Recorded videos and other tips to fight ‘Zoom fatigue’
We were already suffering through too many meetings before offices closed and working from home became the standard. Since nobody really planned for that, the first several weeks saw many meetings as we tried to figure out how to run businesses remotely. By now, we should have settled into a routine and employees generally know what’s expected of them and how to accomplish their tasks. Yet many of us are still sitting through too many meetings, and the worst part is it can leave us chained to our desks while people invade our homes through video calls. Zoom fatigue is real. Christine Umayam, senior content marketing manager for content creation platform Screencast-O-Matic, sat down with BOSS—over Zoom, naturally—to discuss how to combat it.
Make It Count
Not only can meetings get boring, the more you have the more you diminish the message. Schedule too many and you risk becoming the boy who cried “wolf.” They can’t all be that important. Umayam suggests prioritizing employees’ time with alternatives to live calls.

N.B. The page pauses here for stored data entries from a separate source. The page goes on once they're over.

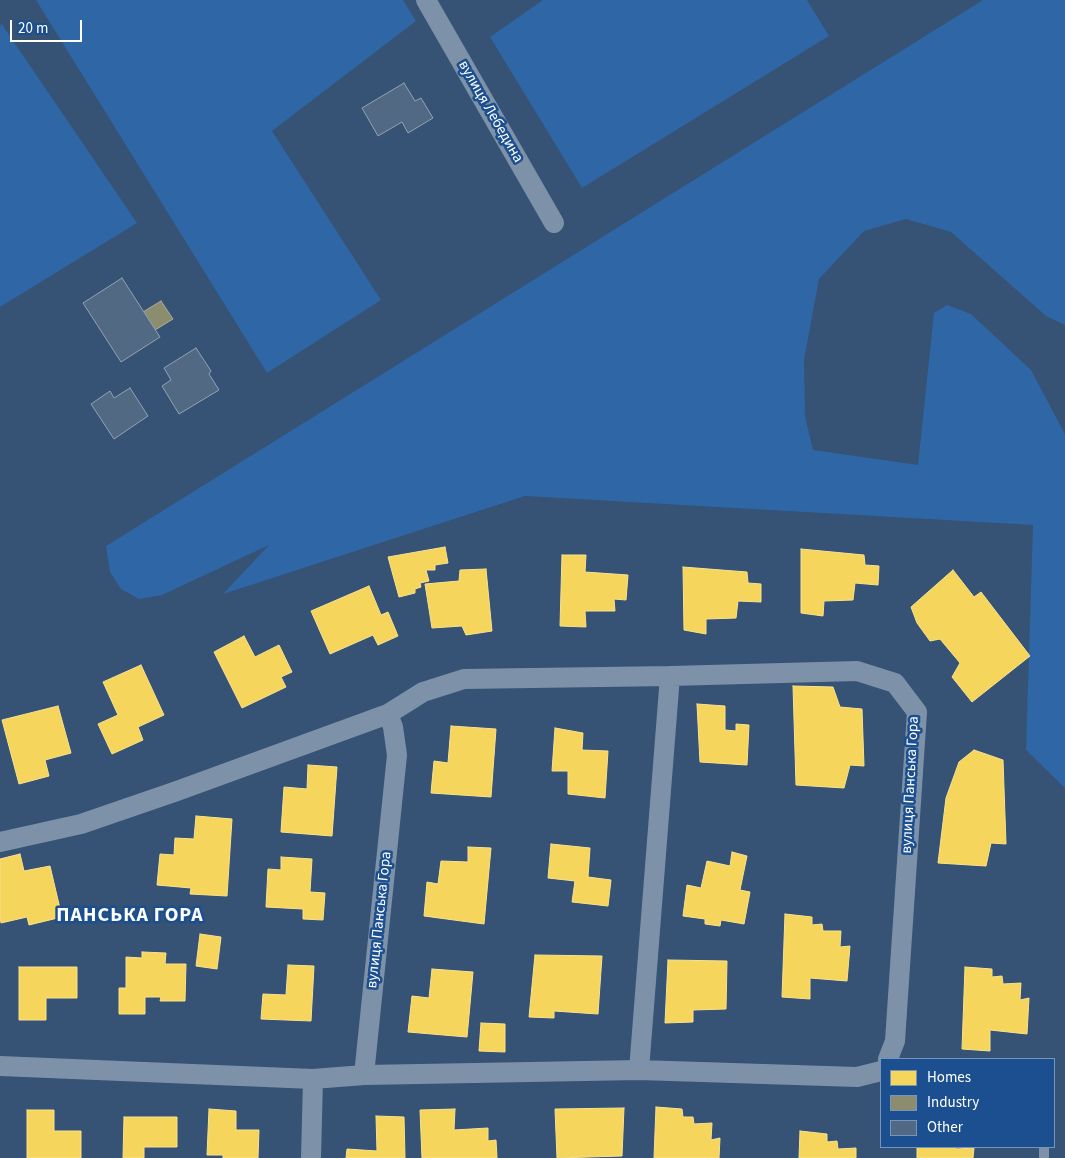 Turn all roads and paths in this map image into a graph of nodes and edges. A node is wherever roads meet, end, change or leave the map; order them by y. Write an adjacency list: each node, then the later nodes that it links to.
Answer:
1 (426, 0): 2 (street, вулиця Лебедина)
2 (554, 223)
3 (670, 676): 4 (street, вулиця Панська Гора); 6 (street, вулиця Панська Гора); 8 (street)
4 (388, 714): 5 (street, вулиця Панська Гора); 10 (street, вулиця Панська Гора)
5 (0, 842)
6 (888, 1058)
7 (0, 1066): 11 (street)
8 (639, 1070): 9 (street); 10 (street)
9 (880, 1071)
10 (364, 1075): 11 (street)
11 (313, 1079): 12 (street)
12 (311, 1158) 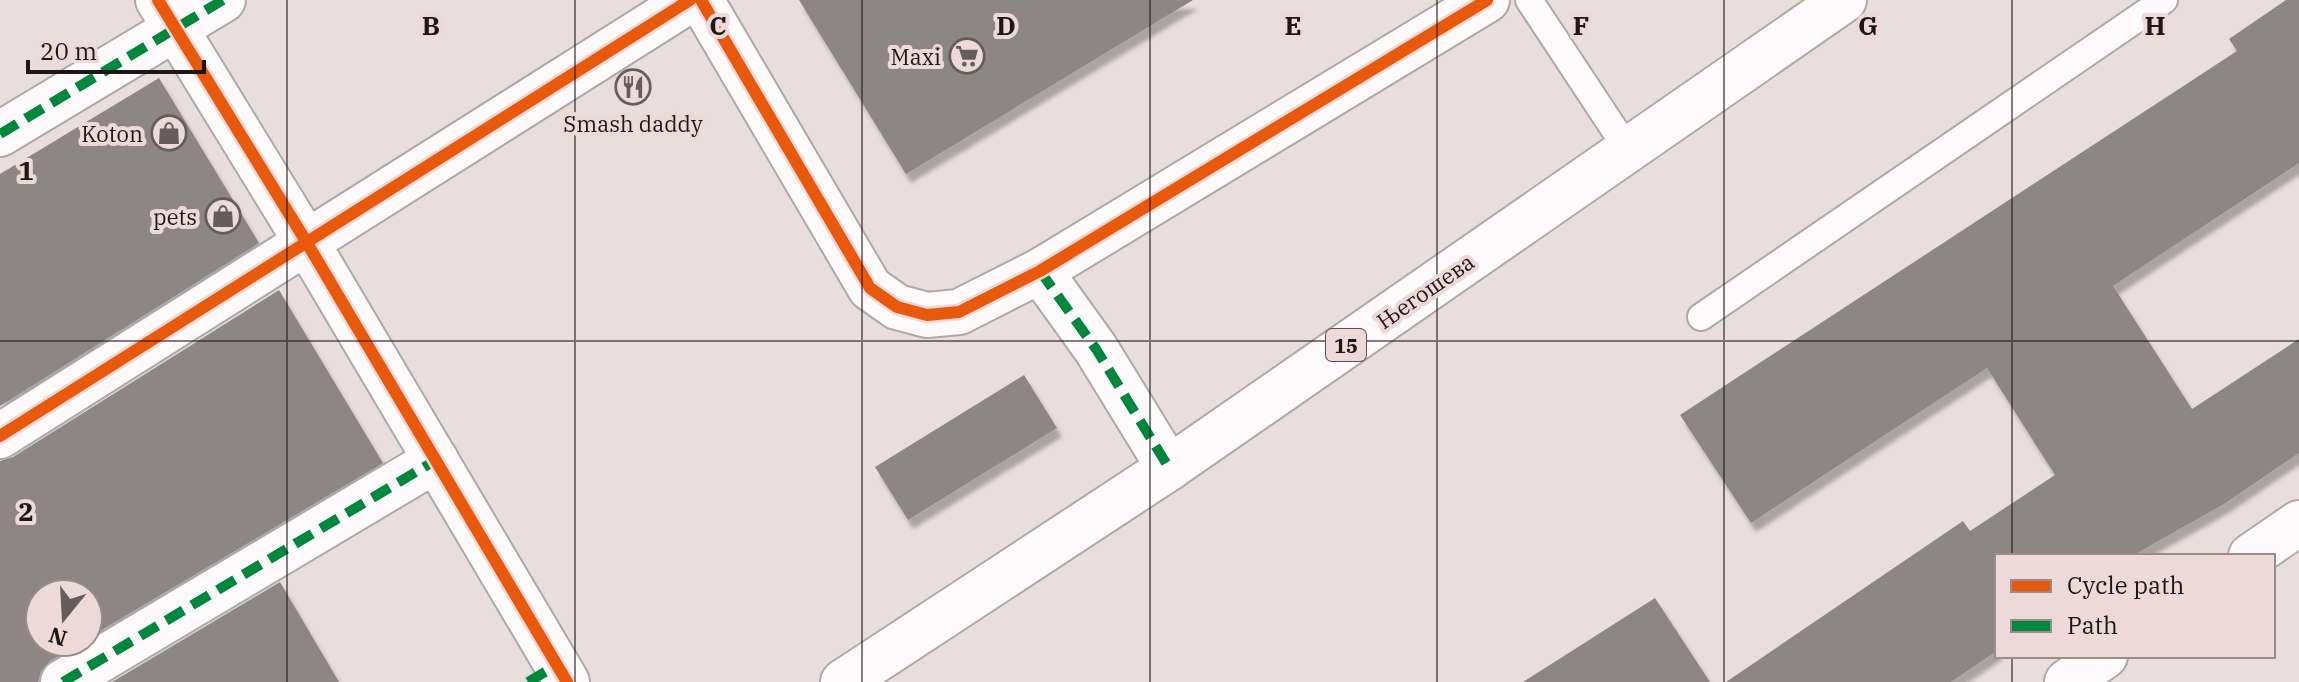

“We’re in the middle of ‘chaos’ at home. Some of us have kids who are being home-schooled. We have to reschedule our lives at home to fit in live video meetings. We need to understand that there are other ways to communicate with our team. You can record video to replace live calls. With recorded video, your team can open a video link to watch it on their own time,” she said.
Productivity and efficiency are more important than being present for a meeting. Be strategic about when a live call is necessary. Periodic reviews and brainstorming sessions can elicit more engagement if they don’t occur amid a flood of seemingly pointless other live meetings. “There are certain moments we need to prioritize and strategize over when it’s effective to have a live meeting and when it’s not.”
Trust Your People
A lot of people have to adjust their work hours depending on what’s going on at home. Maybe they can’t start their workday until they finish homeschooling their kids.
“That traditional mindset of 9 to 5, that really needs to change during remote work. There needs to be much more flexibility. That’s the No. 1 thing that (organizations got) wrong in terms of going remote so fast.”
It was a shock in March to transition so quickly and unexpectedly, but the old-school office mentality simply doesn’t work given the situation. A brief recorded message to your team to set expectations for the day can be much more effective than a live meeting with a set time. It’s also advantageous to the companies that have realized they can now hire the best qualified candidates regardless of location. Hours might vary, but as long as the work is being done and being done well, that’s what matters.
You can even record brief video messages to give feedback individually rather than in front of the whole team. Video is a much better medium for conveying tone than email or chat.
Keep It Short
Don’t simply replace long, boring meetings with long, boring videos, Umayam says. “Five minutes is a good number. Most people will go through a 5-minute video versus a 10- or 20-minute video. So, if you can get your objectives down in 5 minutes or demo a process, then it’s better. If it has to be a long meeting covering many different subjects, break that apart into 5-minute increments so then it’s digestible.”
You can record presentation slides and add visuals to a prerecorded (and edited) video to drive home your point and make it more concise than trying to do too many things at once with the pressure of live-streaming.
“You can edit in, be funny, be creative, add in some screenshots or videos,” she advised. “Putting in some creativity and personality can add a bit of office fun.” The camaraderie we miss from being together can still be there. Again, this will make people pay attention.
Have Fun & Relax
In the absence of team outings, many organizations have turned to virtual happy hours. While these are well-intentioned, without the ability to move freely, employees can see it as another forced meeting— and this one after hours.
“I’ve heard of some companies turning happy hours into little competitions,” Umayam said. Trivia or creative contests with prizes can spice up the event and incentivize people to stay checked in and feel like part of the team.
If it’s one of those days when you just can’t get away from the computer, take a few minutes for yourself when you can. “I get away from my desk and go into another room,” Umayam, who’s been working remotely for more than two years, said. “I take my dog out. I do things outside of my office just to feel like I still have a space to go to.”
Know What’s Important
Remote work is here to stay. Organizations and managers have to adapt their mentalities to that reality. “There are multiple ways to communicate other than being live,” Umayam said. Live meetings on a regular schedule to set an agenda for the week or the month are great, and people can make that a part of their routine.
If you or someone on your team is leaving for vacation, record a video detailing the steps of whatever task needs to be done and send it to whoever’s responsible for filling in. That person can watch the video and ask any questions, then still have something to refer to while you’re gone. If more than one person is taking over the duties, each has the recording as a mutual reference point to divvy up the work.
As for the rest of the time, lines between work and home life are blurred. People need slack and understanding.
“If they need to get projects done and there’s a deadline, strategize that. Make sure you’re not on a call every day trying to get an update. Give them the flexibility to complete the work.”